Dzień, w którym Grzegorz poznał Judytę, był najszczęśliwszym w jego życiu. Dosłownie stracił głowę dla młodszej, ślicznej blondynki. Oboje zaczęli się spotykać i długo nie minęło, kiedy Grzegorz poprosił Judytę o rękę. Potem było wesele i dwójka wspaniałych dzieci: 2-letni Radek i ledwo roczny Tomuś. Wszystko zdawało się toczyć tak pięknie...
Co poszło nie tak? Można powiedzieć, że rozłąka zabiła tę miłość. Bo Grzegorz, żeby utrzymać rodzinę, wyjechał do pracy w dalekiej Holandii. A młoda żona została w Polsce. Samotność zaczęła jej coraz bardziej doskwierać. I wtedy w jej życiu po raz kolejny pojawił się Krzysiek, dawna sympatia ze szkoły. Czuły, przyjacielski, sympatyczny. Pomagał jej radzić sobie w samotności. I gdyby tak zostało, być może ta historia nie skończyłaby się tak tragicznie.
Ale niestety, między parą przyjaciół obudziły się dawne uczucia i zaczęła łączyć ich grzeszna zależność - zostali kochankami. Burzliwy romans szybko jednak zaczął gryźć sumienie pani Judyty. Widywała się z Krzyśkiem, cały czas jednak przed oczami stawał jej tyrający gdzieś daleko od domu mąż.
Znękana wyrzutami sumienia kobieta postanowiła zerwać z kochankiem. I otwarcie do wszystkiego przyznała się mężowi, gdy ten po raz kolejny przyjechał na chwilę do domu. Grzegorz był w szoku, nie mógł uwierzyć, że żona, którą tak kochał i dla której urabiał się po pachy, przyprawia mu rogi. Zapanował jednak nad sobą. Chciał jej wybaczyć, bo chciał, żeby dalej byli razem, żeby byli szczęśliwi jak kiedyś.
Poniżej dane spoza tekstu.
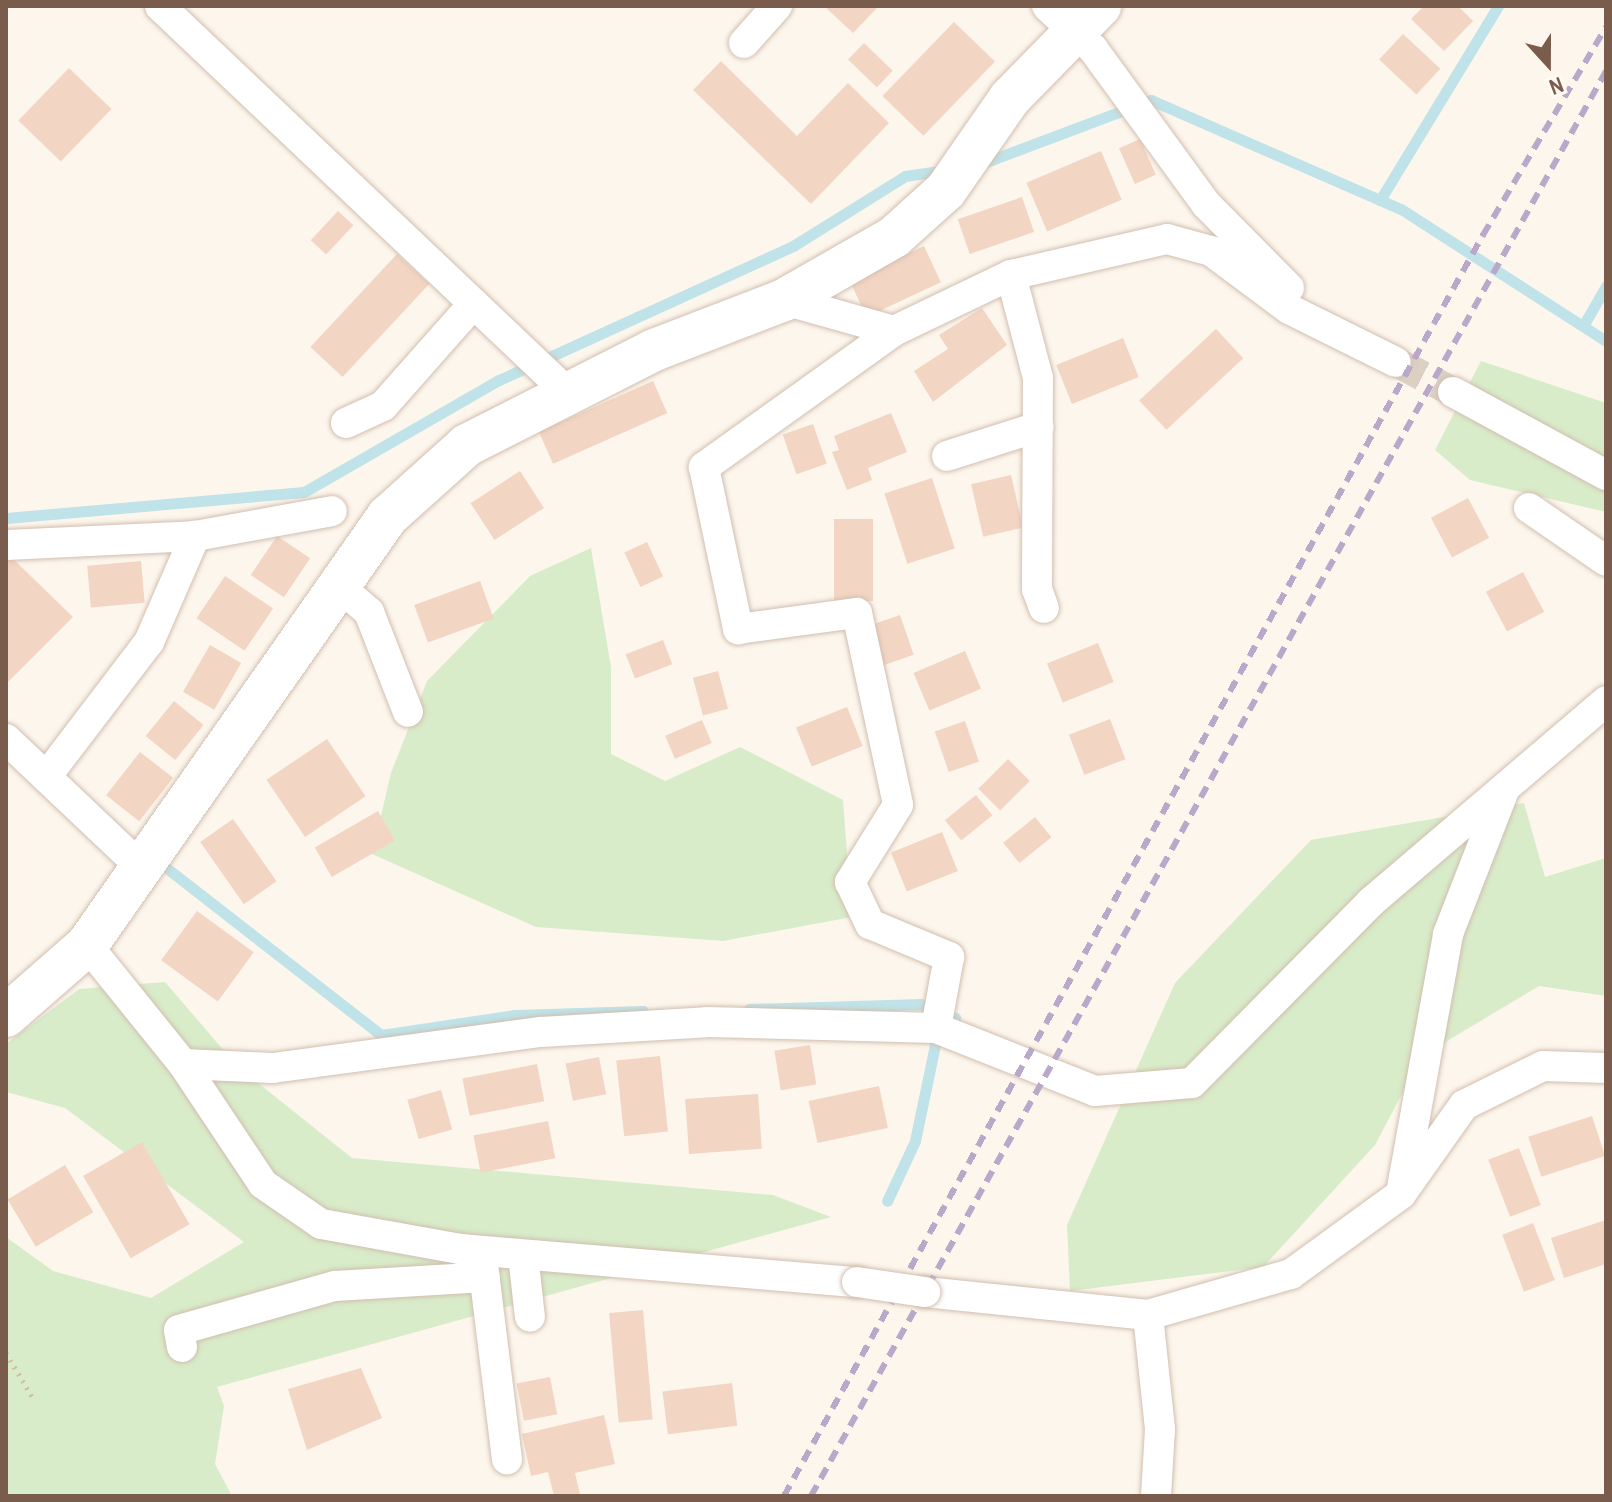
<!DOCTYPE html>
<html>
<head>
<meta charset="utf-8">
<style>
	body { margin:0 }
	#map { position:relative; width:1612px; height:1502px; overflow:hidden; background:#fdf6ec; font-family:"Archivo Narrow",sans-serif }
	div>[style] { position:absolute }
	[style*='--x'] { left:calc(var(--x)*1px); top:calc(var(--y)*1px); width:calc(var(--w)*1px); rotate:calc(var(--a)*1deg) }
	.green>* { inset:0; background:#d8ecc9 }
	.stream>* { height:11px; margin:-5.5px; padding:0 5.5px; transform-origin:5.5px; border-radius:5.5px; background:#bfe3e8 }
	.building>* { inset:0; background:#f3d5c3; transform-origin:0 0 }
	.street-tunnel>* { height:30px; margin-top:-15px; transform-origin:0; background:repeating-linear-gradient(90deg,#dcd0c4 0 30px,transparent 0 45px) }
	.path>* { height:5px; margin-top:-2.5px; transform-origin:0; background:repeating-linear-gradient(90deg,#d9b8a5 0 2px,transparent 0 8px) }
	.roads { filter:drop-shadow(0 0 2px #d1beb0) drop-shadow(0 0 2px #d1beb0) }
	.street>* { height:30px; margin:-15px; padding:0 15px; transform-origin:15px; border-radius:15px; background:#fff }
	.secondary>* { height:42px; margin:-21px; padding:0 21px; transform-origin:21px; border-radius:21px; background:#fff }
	.rail>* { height:6px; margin-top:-3px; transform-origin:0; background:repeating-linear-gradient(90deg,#b9a8c9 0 12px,transparent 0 20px) }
	.bridges { filter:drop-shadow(0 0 2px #d1beb0) drop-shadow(0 0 2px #d1beb0) }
	.street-bridge>* { height:30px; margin:-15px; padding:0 15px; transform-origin:15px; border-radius:15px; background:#fff }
	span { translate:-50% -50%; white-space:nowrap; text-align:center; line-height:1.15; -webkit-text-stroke:6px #fffaf3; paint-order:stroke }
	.frame { position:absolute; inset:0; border:8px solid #7a5c4d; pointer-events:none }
	.north { position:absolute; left:1508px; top:24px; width:80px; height:80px; -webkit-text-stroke:6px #fffaf3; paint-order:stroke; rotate:159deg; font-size:22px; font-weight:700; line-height:32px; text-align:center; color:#7a5c4d }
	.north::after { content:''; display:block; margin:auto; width:28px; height:36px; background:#7a5c4d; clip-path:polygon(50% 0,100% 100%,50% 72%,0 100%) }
</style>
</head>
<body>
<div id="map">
	<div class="green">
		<i style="clip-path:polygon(1481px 361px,1606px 403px,1606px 512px,1470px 480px,1435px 450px)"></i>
		<i style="clip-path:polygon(591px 548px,611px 667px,611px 754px,665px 781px,740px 747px,843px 800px,852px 917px,723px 941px,536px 927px,372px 854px,391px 773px,427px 681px,530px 576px)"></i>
		<i style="clip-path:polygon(1524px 803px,1545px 877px,1606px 858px,1606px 996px,1539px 986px,1422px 1056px,1375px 1145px,1263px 1267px,1070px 1291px,1067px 1225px,1175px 983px,1311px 840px)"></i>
		<i style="clip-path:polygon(165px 982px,238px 1067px,352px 1158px,773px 1195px,831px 1217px,217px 1387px,224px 1406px,215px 1464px,232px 1496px,7px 1496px,6px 1237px,53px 1271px,151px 1298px,244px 1242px,65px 1108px,6px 1092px,6px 1044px,79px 989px)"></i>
	</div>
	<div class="stream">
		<i style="--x:978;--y:165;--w:185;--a:-20.6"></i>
		<i style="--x:1151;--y:100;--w:273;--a:23.6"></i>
		<i style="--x:1401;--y:209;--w:244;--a:32.8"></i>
		<i style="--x:1380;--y:200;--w:227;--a:-58.7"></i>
		<i style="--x:1583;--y:326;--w:46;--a:-60.1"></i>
		<i style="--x:6;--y:518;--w:299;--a:-5"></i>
		<i style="--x:304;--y:492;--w:225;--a:-29.9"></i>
		<i style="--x:499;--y:380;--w:323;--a:-24.5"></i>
		<i style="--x:793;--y:246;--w:132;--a:-32"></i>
		<i style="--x:905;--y:176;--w:40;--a:-8.5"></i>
		<i style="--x:155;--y:859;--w:286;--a:37.9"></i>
		<i style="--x:381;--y:1035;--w:135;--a:-8.5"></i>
		<i style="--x:515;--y:1015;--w:128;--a:-1.8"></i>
		<i style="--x:749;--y:1009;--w:172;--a:-1.7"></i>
		<i style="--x:921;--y:1004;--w:37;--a:22"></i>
		<i style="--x:955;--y:1018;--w:34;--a:127"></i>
		<i style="--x:935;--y:1045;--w:98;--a:101.8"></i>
		<i style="--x:915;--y:1141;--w:66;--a:115"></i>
	</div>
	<div class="building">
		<i style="clip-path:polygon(824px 6px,879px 6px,853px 33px)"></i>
		<i style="clip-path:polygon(1424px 6px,1458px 6px,1473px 21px,1444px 51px,1411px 19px)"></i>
		<i style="left:954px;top:22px;width:57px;height:103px;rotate:44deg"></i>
		<i style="left:1403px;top:34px;width:51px;height:35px;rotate:43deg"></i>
		<i style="left:864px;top:43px;width:40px;height:23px;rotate:44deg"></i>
		<i style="clip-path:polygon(721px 61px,797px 136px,848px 83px,889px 123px,811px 204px,693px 90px)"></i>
		<i style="left:69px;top:68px;width:59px;height:73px;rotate:44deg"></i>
		<i style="left:1140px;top:139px;width:39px;height:23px;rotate:66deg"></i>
		<i style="left:1101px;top:151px;width:53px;height:81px;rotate:67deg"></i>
		<i style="left:1022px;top:197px;width:37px;height:68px;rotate:71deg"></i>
		<i style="left:338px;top:211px;width:21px;height:40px;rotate:43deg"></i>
		<i style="left:924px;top:246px;width:40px;height:82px;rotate:65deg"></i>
		<i style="left:397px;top:254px;width:44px;height:127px;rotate:43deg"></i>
		<i style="clip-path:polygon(982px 308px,1007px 345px,933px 402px,914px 371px,948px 349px,939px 335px)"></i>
		<i style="left:1216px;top:329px;width:40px;height:105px;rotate:47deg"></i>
		<i style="left:1123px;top:338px;width:42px;height:72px;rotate:68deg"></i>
		<i style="left:653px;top:381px;width:35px;height:125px;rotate:66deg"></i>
		<i style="clip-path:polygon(891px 413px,907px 452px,868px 468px,872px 480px,847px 490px,832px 452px,839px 450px,834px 436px)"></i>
		<i style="left:813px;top:424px;width:42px;height:32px;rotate:71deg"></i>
		<i style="left:520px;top:471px;width:44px;height:59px;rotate:57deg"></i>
		<i style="left:1011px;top:475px;width:54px;height:41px;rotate:77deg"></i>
		<i style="left:932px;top:478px;width:74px;height:50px;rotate:72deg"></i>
		<i style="left:1468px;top:498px;width:45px;height:42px;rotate:62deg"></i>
		<i style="left:834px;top:519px;width:39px;height:82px"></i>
		<i style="left:277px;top:536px;width:40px;height:47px;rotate:34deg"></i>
		<i style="left:647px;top:542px;width:38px;height:25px;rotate:65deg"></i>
		<i style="clip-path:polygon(6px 552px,73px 617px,6px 684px)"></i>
		<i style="left:141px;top:561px;width:42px;height:54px;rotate:85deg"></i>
		<i style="left:1523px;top:572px;width:45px;height:42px;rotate:62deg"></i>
		<i style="left:225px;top:576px;width:58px;height:51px;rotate:34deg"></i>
		<i style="left:480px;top:581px;width:40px;height:70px;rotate:70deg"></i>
		<i style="left:900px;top:615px;width:42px;height:32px;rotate:71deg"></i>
		<i style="left:663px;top:640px;width:26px;height:40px;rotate:69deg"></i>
		<i style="left:1098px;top:643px;width:42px;height:55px;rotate:68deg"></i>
		<i style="left:210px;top:645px;width:36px;height:54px;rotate:30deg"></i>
		<i style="left:965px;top:651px;width:41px;height:56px;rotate:67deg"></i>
		<i style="left:718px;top:671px;width:39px;height:26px;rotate:75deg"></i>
		<i style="left:174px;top:701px;width:38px;height:45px;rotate:39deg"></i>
		<i style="left:847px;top:707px;width:42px;height:55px;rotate:68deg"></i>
		<i style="left:1110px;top:719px;width:43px;height:44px;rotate:69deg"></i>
		<i style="left:702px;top:720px;width:25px;height:40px;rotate:67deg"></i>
		<i style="left:965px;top:721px;width:43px;height:32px;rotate:71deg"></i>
		<i style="left:327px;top:739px;width:69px;height:73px;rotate:56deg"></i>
		<i style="left:140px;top:752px;width:42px;height:55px;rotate:38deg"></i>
		<i style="left:1008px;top:759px;width:31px;height:42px;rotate:45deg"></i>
		<i style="left:976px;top:795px;width:26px;height:40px;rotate:51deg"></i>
		<i style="left:378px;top:811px;width:34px;height:73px;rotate:60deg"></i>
		<i style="left:1035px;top:817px;width:26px;height:41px;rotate:51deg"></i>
		<i style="left:233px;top:819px;width:76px;height:40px;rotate:55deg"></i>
		<i style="left:942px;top:832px;width:42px;height:55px;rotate:68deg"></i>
		<i style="left:197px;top:911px;width:70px;height:61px;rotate:36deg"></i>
		<i style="left:810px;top:1045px;width:40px;height:36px;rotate:81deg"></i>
		<i style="left:660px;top:1056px;width:76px;height:44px;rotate:84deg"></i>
		<i style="left:599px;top:1057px;width:38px;height:34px;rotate:79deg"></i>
		<i style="left:537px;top:1064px;width:38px;height:76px;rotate:79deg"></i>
		<i style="left:879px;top:1086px;width:43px;height:72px;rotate:78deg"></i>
		<i style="left:441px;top:1090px;width:41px;height:35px;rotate:74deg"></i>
		<i style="left:758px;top:1094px;width:55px;height:73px;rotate:86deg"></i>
		<i style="left:1592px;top:1116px;width:42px;height:67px;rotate:72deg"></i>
		<i style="left:548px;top:1121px;width:38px;height:76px;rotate:79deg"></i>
		<i style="left:142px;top:1142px;width:95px;height:68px;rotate:60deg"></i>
		<i style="left:1519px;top:1148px;width:61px;height:33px;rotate:69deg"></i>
		<i style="left:65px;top:1165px;width:55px;height:67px;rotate:59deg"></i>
		<i style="clip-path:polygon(1606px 1220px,1606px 1264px,1564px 1278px,1551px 1238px)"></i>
		<i style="left:1533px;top:1223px;width:61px;height:33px;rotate:69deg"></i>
		<i style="left:643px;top:1310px;width:110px;height:34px;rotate:85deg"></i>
		<i style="clip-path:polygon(361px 1368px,382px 1418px,307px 1450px,288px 1389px)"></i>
		<i style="left:550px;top:1377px;width:38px;height:34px;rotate:79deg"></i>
		<i style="left:732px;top:1383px;width:43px;height:70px;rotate:83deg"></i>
		<i style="clip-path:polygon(604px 1415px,615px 1464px,575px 1473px,580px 1494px,554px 1496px,548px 1472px,531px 1476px,522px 1434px)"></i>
	</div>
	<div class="street-tunnel">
		<i style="--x:1396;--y:362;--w:64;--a:27.8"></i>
	</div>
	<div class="path">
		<i style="--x:6;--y:1353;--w:52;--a:59"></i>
	</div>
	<div class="roads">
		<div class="street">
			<i style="--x:160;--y:6;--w:561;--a:43.48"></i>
			<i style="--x:1047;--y:6;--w:63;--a:43.1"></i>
			<i style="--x:1093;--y:49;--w:192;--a:53.9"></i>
			<i style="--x:1206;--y:204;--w:118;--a:45.3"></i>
			<i style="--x:744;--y:43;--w:50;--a:-48.3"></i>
			<i style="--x:1011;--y:275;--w:106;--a:75.3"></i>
			<i style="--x:1038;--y:378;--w:211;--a:90.3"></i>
			<i style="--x:1037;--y:589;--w:20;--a:70"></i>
			<i style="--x:784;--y:300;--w:114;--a:15.7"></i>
			<i style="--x:894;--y:331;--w:130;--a:-25.6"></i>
			<i style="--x:1011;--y:275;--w:160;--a:-13"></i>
			<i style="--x:1167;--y:239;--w:46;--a:15.3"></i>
			<i style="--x:1211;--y:251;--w:97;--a:36.6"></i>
			<i style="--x:1289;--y:309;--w:119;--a:26.4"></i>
			<i style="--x:894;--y:331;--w:234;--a:144.4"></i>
			<i style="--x:704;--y:467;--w:166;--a:78.1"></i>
			<i style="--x:738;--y:629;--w:120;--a:-7.7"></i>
			<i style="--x:857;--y:613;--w:196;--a:77.9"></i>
			<i style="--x:898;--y:805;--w:91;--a:121.9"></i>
			<i style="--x:850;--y:882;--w:47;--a:64.5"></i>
			<i style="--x:870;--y:924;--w:86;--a:22.7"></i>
			<i style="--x:949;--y:957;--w:72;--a:100.4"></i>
			<i style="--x:1453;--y:392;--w:174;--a:28.5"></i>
			<i style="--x:346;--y:423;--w:41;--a:-24.7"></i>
			<i style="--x:383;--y:406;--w:137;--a:-48.5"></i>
			<i style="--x:947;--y:456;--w:96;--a:-17.7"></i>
			<i style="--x:1529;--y:508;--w:93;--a:34.5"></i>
			<i style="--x:6;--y:545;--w:189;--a:-2.7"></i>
			<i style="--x:339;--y:586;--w:40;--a:41"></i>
			<i style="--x:369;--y:612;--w:107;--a:68.7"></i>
			<i style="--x:6;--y:739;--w:187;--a:43.5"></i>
			<i style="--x:46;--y:777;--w:170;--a:-52.7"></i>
			<i style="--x:149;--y:642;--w:116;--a:-66.5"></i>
			<i style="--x:195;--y:536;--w:139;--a:-10.3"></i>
			<i style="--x:87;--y:945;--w:153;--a:51.1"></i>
			<i style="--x:183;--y:1064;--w:144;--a:56.3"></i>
			<i style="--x:263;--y:1184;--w:70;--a:34.6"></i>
			<i style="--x:321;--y:1224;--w:141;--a:10.2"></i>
			<i style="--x:460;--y:1249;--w:398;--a:4.8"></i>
			<i style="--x:183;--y:1064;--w:90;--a:2.5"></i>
			<i style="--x:273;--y:1068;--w:270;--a:-7.7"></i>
			<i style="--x:541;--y:1032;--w:166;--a:-3.4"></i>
			<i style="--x:707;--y:1022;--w:229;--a:1.5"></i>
			<i style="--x:936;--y:1028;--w:171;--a:21.6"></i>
			<i style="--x:1095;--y:1091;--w:97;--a:-4.7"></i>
			<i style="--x:1192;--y:1083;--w:255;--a:-45.3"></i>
			<i style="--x:1371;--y:902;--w:309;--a:-40.5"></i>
			<i style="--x:1402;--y:1188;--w:258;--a:-79.7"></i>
			<i style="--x:1448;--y:934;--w:155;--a:-68.7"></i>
			<i style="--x:523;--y:1255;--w:62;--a:83.6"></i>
			<i style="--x:482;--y:1256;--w:205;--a:83"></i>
			<i style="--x:925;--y:1292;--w:224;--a:5.9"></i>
			<i style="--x:1148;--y:1315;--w:149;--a:-16"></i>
			<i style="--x:1291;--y:1274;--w:136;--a:-36"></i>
			<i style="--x:1401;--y:1194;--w:109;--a:-54.7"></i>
			<i style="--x:1464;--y:1105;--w:88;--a:-26.3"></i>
			<i style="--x:1543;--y:1066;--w:63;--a:1.8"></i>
			<i style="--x:1148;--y:1315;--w:115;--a:84"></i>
			<i style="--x:1160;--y:1429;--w:67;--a:93.4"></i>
			<i style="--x:182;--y:1347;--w:17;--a:-100"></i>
			<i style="--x:179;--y:1330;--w:162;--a:-15.8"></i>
			<i style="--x:335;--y:1286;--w:150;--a:-3.4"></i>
		</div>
		<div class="secondary">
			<i style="--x:6;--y:1016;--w:108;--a:-41.2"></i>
			<i style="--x:87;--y:945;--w:524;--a:-54.95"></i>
			<i style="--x:388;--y:516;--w:106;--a:-41.9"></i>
			<i style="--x:467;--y:445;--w:210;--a:-26.9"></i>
			<i style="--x:654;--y:350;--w:139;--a:-21"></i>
			<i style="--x:784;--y:300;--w:127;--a:-29.8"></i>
			<i style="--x:894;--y:237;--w:70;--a:-42.1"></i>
			<i style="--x:946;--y:190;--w:112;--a:-55.2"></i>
			<i style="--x:1010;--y:98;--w:129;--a:-45.6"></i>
		</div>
	</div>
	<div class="rail">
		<i style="--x:784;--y:1496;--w:1442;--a:-61"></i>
		<i style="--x:1483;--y:235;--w:242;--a:-59.4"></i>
		<i style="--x:811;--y:1496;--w:1632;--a:-60.84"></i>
	</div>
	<div class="bridges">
		<div class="street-bridge">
			<i style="--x:857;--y:1282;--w:69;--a:8.4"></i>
		</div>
	</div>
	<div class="frame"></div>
	<div class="north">N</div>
</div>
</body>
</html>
Ale myśl o tym, że ukochana szalała w łóżku z innym doprowadzała go do szału. I w końcu szaleństwo wzięło nad nim górę. Uzbrojony w nóż i z mordem w oczach odszukał Krzyśka i rzucił się na niego tnąc dziko. 29-latek nie miał prawa tego przeżyć. Padł martwy, a jego oprawca wylądował w areszcie i czeka na proces, grozi mu dożywocie.
Pani Judyta została więc sama z dwoma synami Straciła i męża, i przyjaciela. - Co ja teraz pocznę? - pyta zapłakana.